Storing Environment Specific Configuration Values for your Apex Code in Salesforce

If you are writing Apex code for your Salesforce orgs, you’ll likely run into a situation where you want to refer to certain pieces of data that you simply don’t want to hard-code within your classes and methods. Pieces of information like API keys, endpoint URLs. Your code may be interfacing with an external API and while in development and testing, you may have a developer API key and a test endpoint for use in your sandbox. When your code is promoted to production, you want these callouts to be made against the production equivalents of those external APIs. If you have a C# / .NET Core development background like I do, I’m talking about something analogous to an appsettings.json file. I came across such a situation and my research lead to a few options:

  • Named Credentials: If your need is specifically in relation to reaching out to an external endpoint that you authenticate with in some sort of an industry standard (e.g., OAuth2), do checkout Named Credentials. This approach is quite prescriptive in its implementation but if your use-case matches, then this is certainly a very good option.
  • Custom Settings: If your need is more “custom” then Custom Settings may be for you. It is quite a powerful feature, allowing you to meet a variety of use-cases. Below, we’ll look at a simple application for a simple use-case: the ability to store a set of key/value pairs that can then be referenced at runtime, from within your Apex code.

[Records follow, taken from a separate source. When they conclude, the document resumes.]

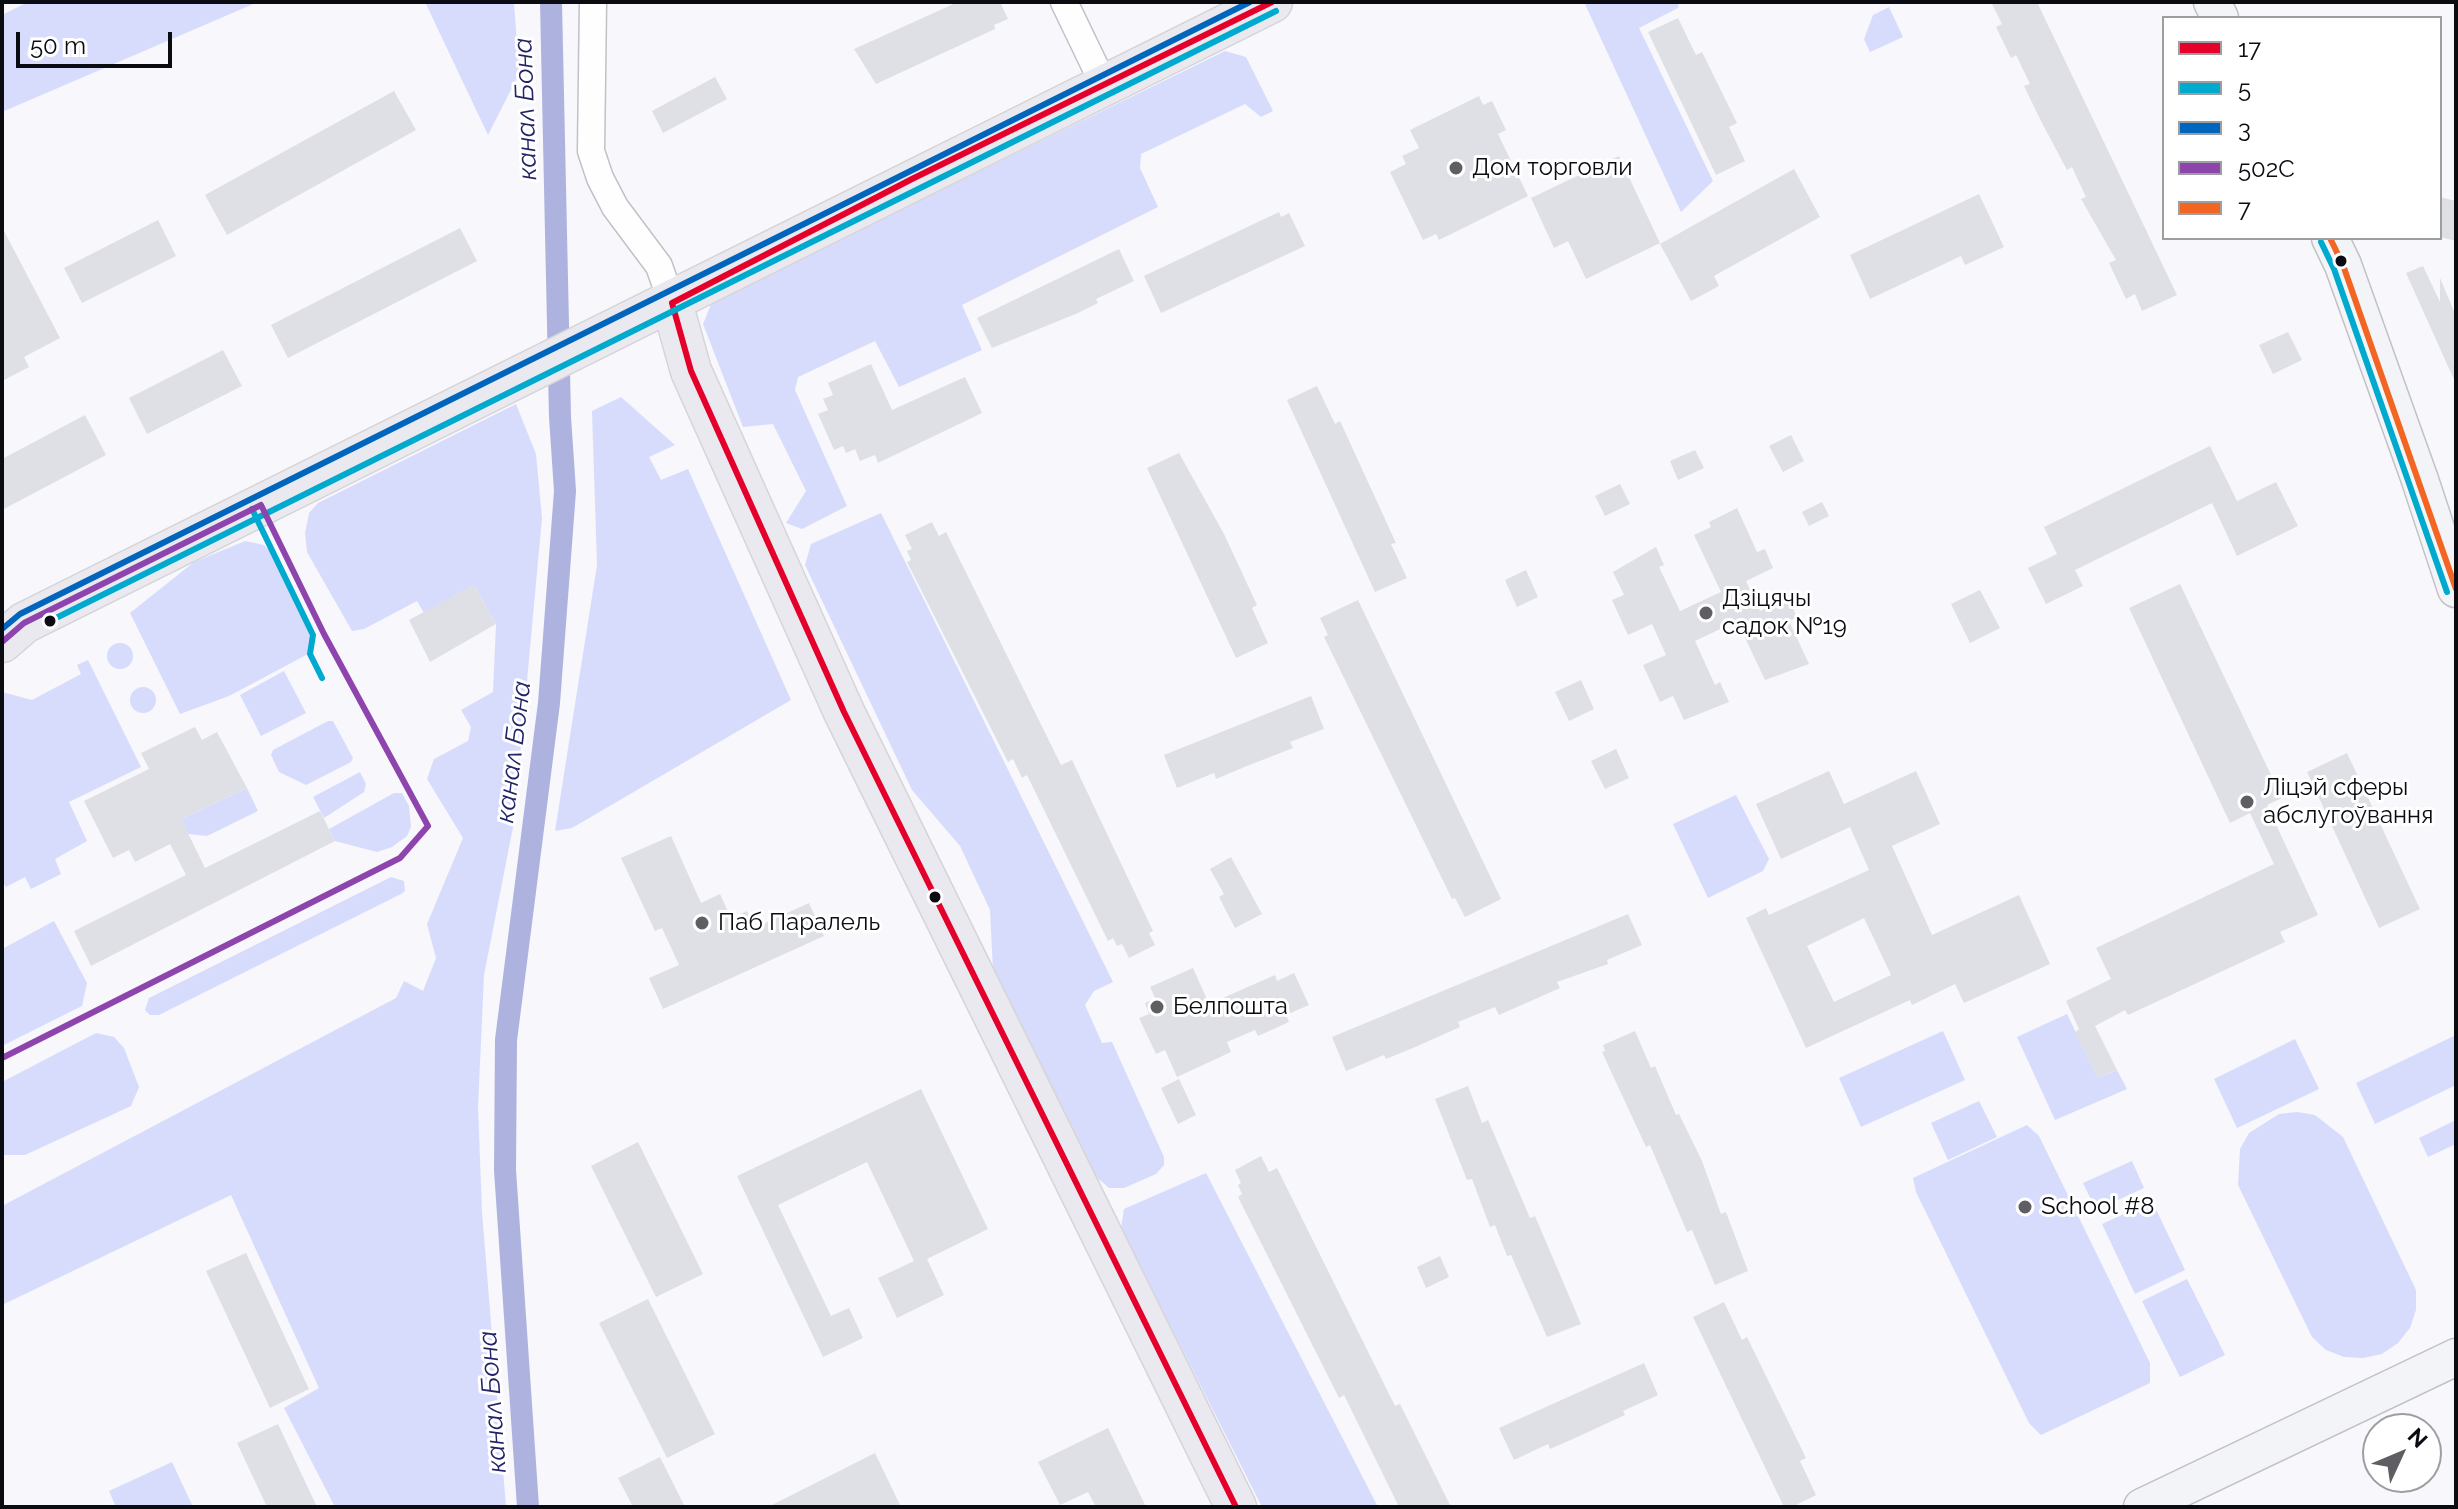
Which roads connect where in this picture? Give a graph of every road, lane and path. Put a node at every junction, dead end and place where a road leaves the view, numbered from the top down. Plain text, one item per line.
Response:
1 (593, 2) edge
2 (1064, 2) edge
3 (1272, 2) edge
4 (1104, 85) junction
5 (2331, 240) edge
6 (672, 303) junction
7 (2456, 589) edge
8 (9, 631) edge
9 (2456, 1357) edge
10 (1236, 1507) edge
11 (2142, 1507) edge

1 - 6 street
2 - 4 street
3 - 4 main road
4 - 6 main road
5 - 7 street
6 - 8 main road
6 - 10 main road
9 - 11 street

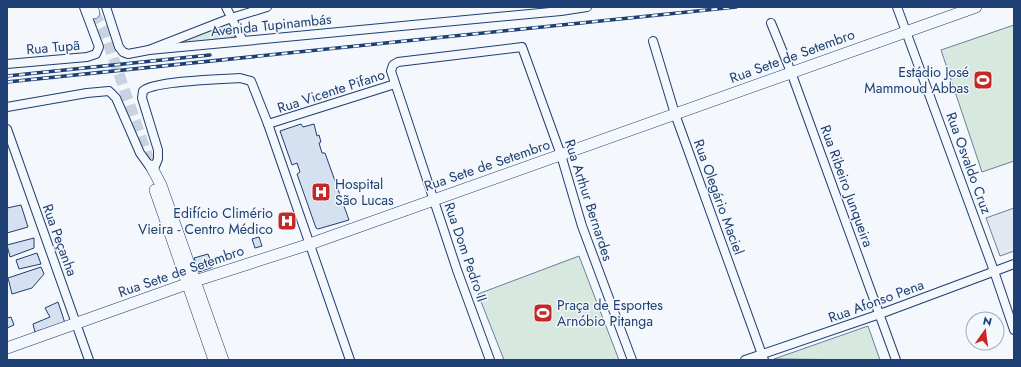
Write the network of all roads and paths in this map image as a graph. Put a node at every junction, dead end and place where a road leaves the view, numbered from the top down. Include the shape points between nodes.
1 (226, 7) edge
2 (267, 7) edge
3 (587, 7) edge
4 (897, 7) edge
5 (976, 7) edge
6 (96, 8) edge
7 (561, 9) edge
8 (519, 10) edge
9 (230, 18) junction
10 (771, 23) dead end
11 (906, 31) junction
12 (244, 41) junction
13 (653, 41) dead end
14 (522, 47) joint
15 (149, 50) junction
16 (7, 64) edge
17 (791, 72) junction
18 (395, 84) junction
19 (7, 107) edge
20 (675, 114) junction
21 (268, 124) junction
22 (7, 129) edge
23 (561, 155) junction
24 (152, 168) junction
25 (433, 199) junction
26 (310, 244) junction
27 (1014, 264) edge
28 (994, 271) junction
29 (191, 282) junction
30 (880, 314) junction
31 (76, 324) junction
32 (1014, 330) edge
33 (7, 348) edge
34 (763, 357) edge
35 (89, 360) edge
36 (214, 360) edge
37 (223, 360) edge
38 (350, 360) edge
39 (490, 360) edge
40 (632, 360) edge
41 (745, 360) edge
42 (896, 360) edge

1 - 9 street
2 - 9 street
3 - 7 street, Avenida Tupinambás
4 - 11 street, Rua Osvaldo Cruz
5 - 11 main road, Rua Sete de Setembro
6 - 15 street via 121,51 128,54
6 - 16 street, Rua Tupã via 99,51 92,56
7 - 8 street, Avenida Tupinambás
8 - 12 street, Avenida Tupinambás
9 - 12 street
9 - 15 street
10 - 17 street, Rua Ribeiro Junqueira
11 - 17 main road, Rua Sete de Setembro
11 - 28 street, Rua Osvaldo Cruz
12 - 15 street, Avenida Tupinambás
13 - 20 street, Rua Olegário Maciel
14 - 18 street, Rua Vicente Pifano via 398,62 393,65 391,71
14 - 23 street, Rua Arthur Bernardes
17 - 20 main road, Rua Sete de Setembro
17 - 30 street, Rua Ribeiro Junqueira
18 - 21 street, Rua Vicente Pifano
18 - 25 street, Rua Dom Pedro II
19 - 24 street via 106,90 116,98 142,158
20 - 23 main road, Rua Sete de Setembro
20 - 34 street, Rua Olegário Maciel
21 - 24 street via 251,81 240,78 152,86 143,91 142,98 158,150 158,159
21 - 26 street
22 - 31 street, Rua Peçanha
23 - 25 main road, Rua Sete de Setembro
23 - 40 street, Rua Arthur Bernardes via 582,226
24 - 29 main road via 161,185
25 - 26 main road, Rua Sete de Setembro
25 - 39 street, Rua Dom Pedro II
26 - 29 main road, Rua Sete de Setembro
26 - 38 street
27 - 28 street, Rua Afonso Pena
28 - 30 street, Rua Afonso Pena
28 - 32 street, Rua Osvaldo Cruz
29 - 31 main road, Rua Sete de Setembro
29 - 36 main road
29 - 37 main road
30 - 34 street, Rua Afonso Pena
30 - 42 street, Rua Ribeiro Junqueira
31 - 33 main road, Rua Sete de Setembro
31 - 35 street, Rua Peçanha
34 - 41 street, Rua Afonso Pena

Hard-Coded Configuration Values

Consider the piece of code, below:

public class CustomSettingsDemo {
    @future (callout=true)
    public static void callRemoteApi() {
        HttpRequest request = new HttpRequest();
        request.setEndpoint('https://my-remote-endpoint/go/do/stuff');            
		request.setMethod('POST');
		request.setBody('{"mySuperSecretToken":"my-hard-coded-token-goes-here"}');
                            
		HttpResponse response = new HttpResponse();
		Http http = new Http();
		response = http.send(request);
        System.debug(response.getBody());
	}
}

In my example code above, there are two pieces of configuration values that are currently hardcoded within:

  • My API endpoint URL
  • mySuperSecretToken

How can I use Custom Settings to specify those values outside of code so that I can keep them different in different environments (instances)?

Create a Custom Setting

You can access Custom Settings from within Setup:

Custom Settings screen from Setup

Click the “New” button to create a new Custom Setting:

Create new Custom Setting definition
Next, define one or more fields. For our example, we’ll create two fields, one to store the endpoint URL and another to store our “super secret token”:
I have defined these two fields as two Text fields. Make note of the API names as these are the identifiers we’ll use in our Apex code to access these. Next, click the “Manage” button to specify values for these:
You can then add one ore more sets of values for this custom setting. The first one becomes the default for your Organization. You can add more, as needed, segment them by different Profiles or Users:
adding a set of values to the custom setting

Accessing Custom Settings in Apex Code

Now, the fun part – accessing these values, at runtime, from within your Apex code. Here’s a refactored version of my earlier example code, now using the Custom Setting that we created above:

public class CustomSettingsDemo {
    @future (callout=true)
    public static void callRemoteApi() {
        // Get an instance of my custom setting
        MySuperFancyApiSettings__c apiSettings = MySuperFancyApiSettings__c.getInstance();        
        
        HttpRequest request = new HttpRequest();
        
        // Get the API URL from the Custom Setting field
        request.setEndpoint(apiSettings.Endpoint_Url__c);            
		request.setMethod('POST');
        
        // Get the super secret token from Custom Setting too.
		request.setBody('{"mySuperSecretToken":"' + apiSettings.Super_Secret_Token__c + '"}');
                            
		HttpResponse response = new HttpResponse();
		Http http = new Http();
		response = http.send(request);
        System.debug(response.getBody());        
	}
}

Parting Thoughts

We only looked at simple use case of Custom Settings available in Salesforce. You can also utilize this in the context of packages that you transport from org to org or even look at the related notion of Custom Metadata Types.